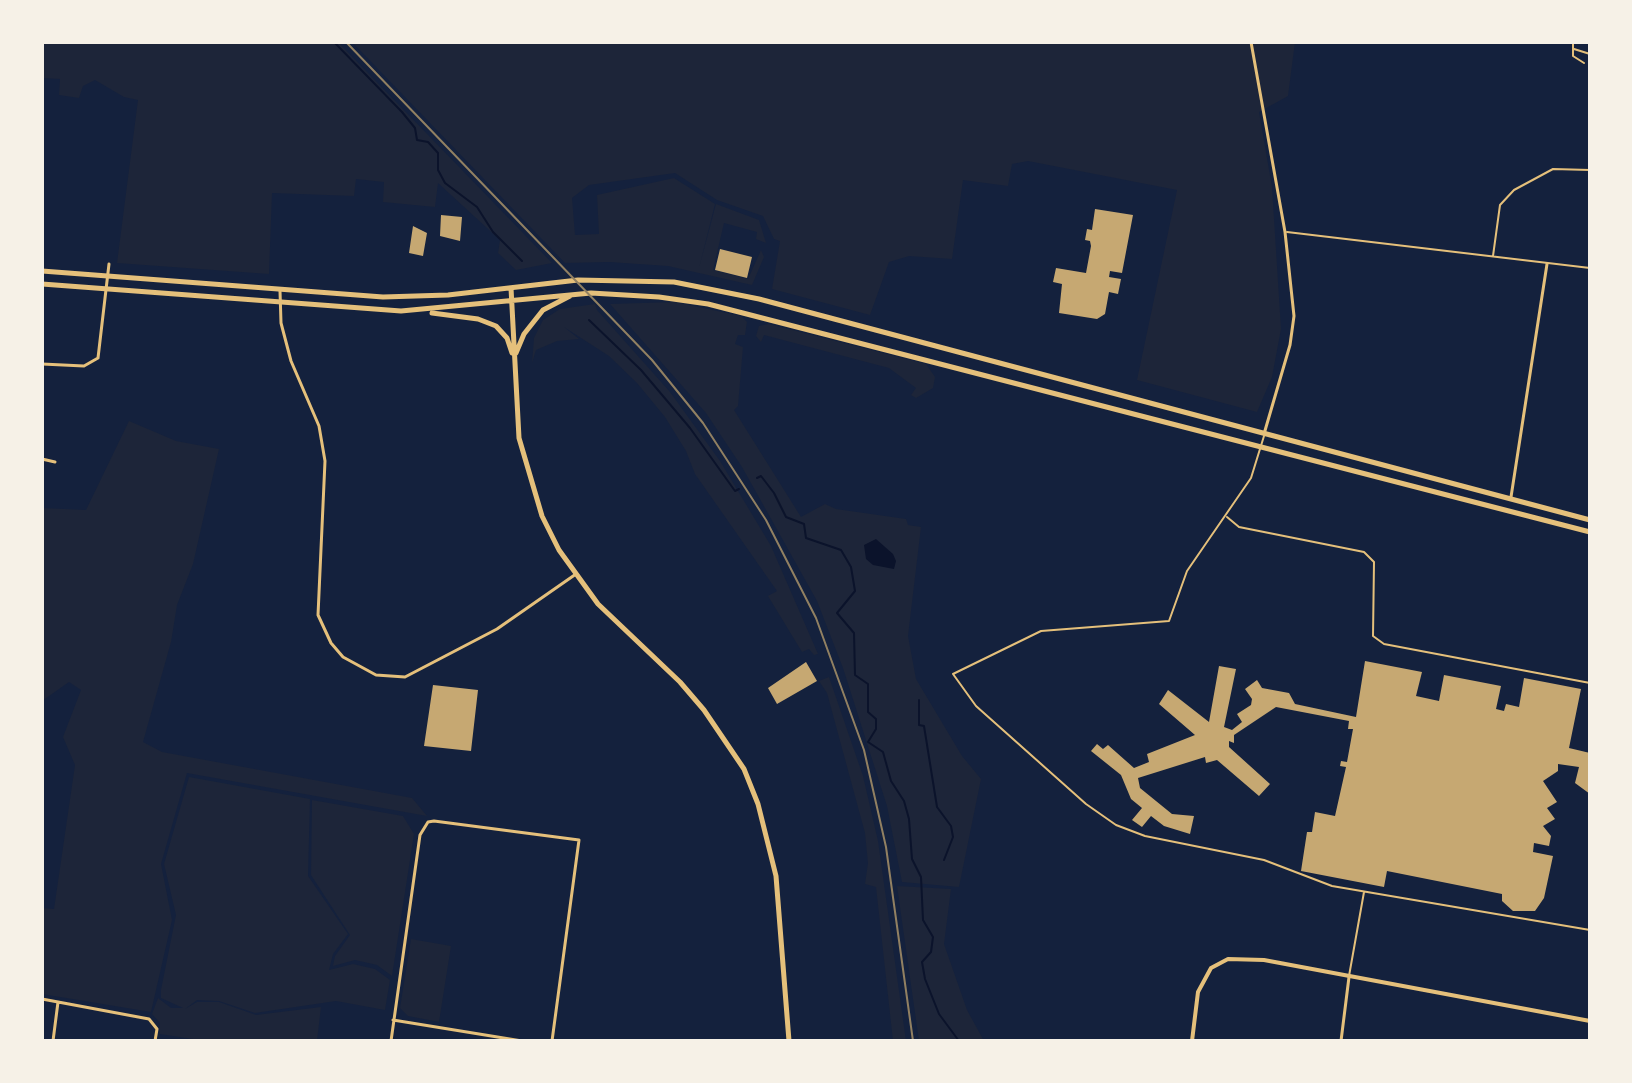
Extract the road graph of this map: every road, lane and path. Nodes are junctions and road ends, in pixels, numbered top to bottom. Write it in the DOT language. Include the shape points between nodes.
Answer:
graph roads {
  1 [pos="1251,42"];
  2 [pos="1573,42"];
  3 [pos="1573,48"];
  4 [pos="1590,54"];
  5 [pos="1584,63"];
  6 [pos="1590,170"];
  7 [pos="1285,232"];
  8 [pos="1493,256"];
  9 [pos="109,264"];
  10 [pos="1547,264"];
  11 [pos="1590,268"];
  12 [pos="42,271"];
  13 [pos="107,276"];
  14 [pos="42,284"];
  15 [pos="511,288"];
  16 [pos="280,289"];
  17 [pos="106,290"];
  18 [pos="572,294"];
  19 [pos="512,301"];
  20 [pos="279,303"];
  21 [pos="422,312"];
  22 [pos="514,358"];
  23 [pos="42,364"];
  24 [pos="1264,434"];
  25 [pos="1261,447"];
  26 [pos="42,459"];
  27 [pos="55,462"];
  28 [pos="1511,500"];
  29 [pos="1226,516"];
  30 [pos="1590,520"];
  31 [pos="1590,532"];
  32 [pos="576,574"];
  33 [pos="1590,683"];
  34 [pos="1364,890"];
  35 [pos="1590,930"];
  36 [pos="1349,976"];
  37 [pos="42,999"];
  38 [pos="58,1002"];
  39 [pos="393,1020"];
  40 [pos="1590,1021"];
  41 [pos="53,1041"];
  42 [pos="155,1041"];
  43 [pos="391,1041"];
  44 [pos="522,1041"];
  45 [pos="552,1041"];
  46 [pos="789,1041"];
  47 [pos="1192,1041"];
  48 [pos="1341,1041"];
  1 -- 7 [label="street"];
  2 -- 3 [label="lane"];
  3 -- 4 [label="lane"];
  3 -- 5 [label="lane" via="1573,56"];
  6 -- 8 [label="lane" via="1553,169 1514,190 1500,205"];
  7 -- 8 [label="lane"];
  7 -- 24 [label="street" via="1294,316"];
  8 -- 10 [label="lane"];
  9 -- 13 [label="street"];
  10 -- 11 [label="lane"];
  10 -- 28 [label="street"];
  12 -- 13 [label="main road"];
  13 -- 16 [label="main road"];
  13 -- 17 [label="street"];
  14 -- 17 [label="main road"];
  15 -- 16 [label="main road" via="408,297"];
  15 -- 19 [label="main road"];
  15 -- 24 [label="main road" via="629,279 708,288"];
  16 -- 20 [label="street"];
  17 -- 20 [label="main road"];
  17 -- 23 [label="street" via="98,358 84,366"];
  18 -- 19 [label="main road"];
  18 -- 22 [label="main road" via="543,310"];
  18 -- 25 [label="main road" via="708,304"];
  19 -- 21 [label="main road"];
  19 -- 22 [label="main road"];
  20 -- 21 [label="main road"];
  20 -- 32 [label="street" via="291,361 319,426 325,461 318,615 343,657 376,675 405,677 476,641"];
  21 -- 22 [label="main road" via="496,326"];
  22 -- 32 [label="main road" via="519,438 529,482 550,533"];
  24 -- 25 [label="lane"];
  24 -- 28 [label="main road"];
  25 -- 29 [label="lane" via="1251,478"];
  25 -- 31 [label="main road"];
  26 -- 27 [label="street"];
  28 -- 30 [label="main road"];
  29 -- 33 [label="lane" via="1239,527 1364,552 1374,562 1373,636 1384,644"];
  29 -- 34 [label="lane" via="1187,571 1169,621 1041,631 953,674 976,706 1116,825 1145,836 1264,860 1332,886"];
  32 -- 46 [label="main road" via="624,631 680,682 744,769 776,876"];
  34 -- 35 [label="lane"];
  34 -- 36 [label="lane"];
  36 -- 40 [label="street"];
  36 -- 47 [label="street" via="1264,960 1228,959 1211,968 1198,992"];
  36 -- 48 [label="street"];
  37 -- 38 [label="street"];
  38 -- 41 [label="street"];
  38 -- 42 [label="street" via="149,1019 157,1029"];
  39 -- 43 [label="street"];
  39 -- 44 [label="street"];
  39 -- 45 [label="street" via="420,835 428,822 579,840"];
}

· · · · · · ·

Copy out each line of the records where the word "graph" appears.

> Result below
Extract the road graph of this map: every road, lane and path. Nodes are junctions and road ends, in pixels, numbered top to bottom. Write it in the DOT language. Include the shape points between nodes.
graph roads {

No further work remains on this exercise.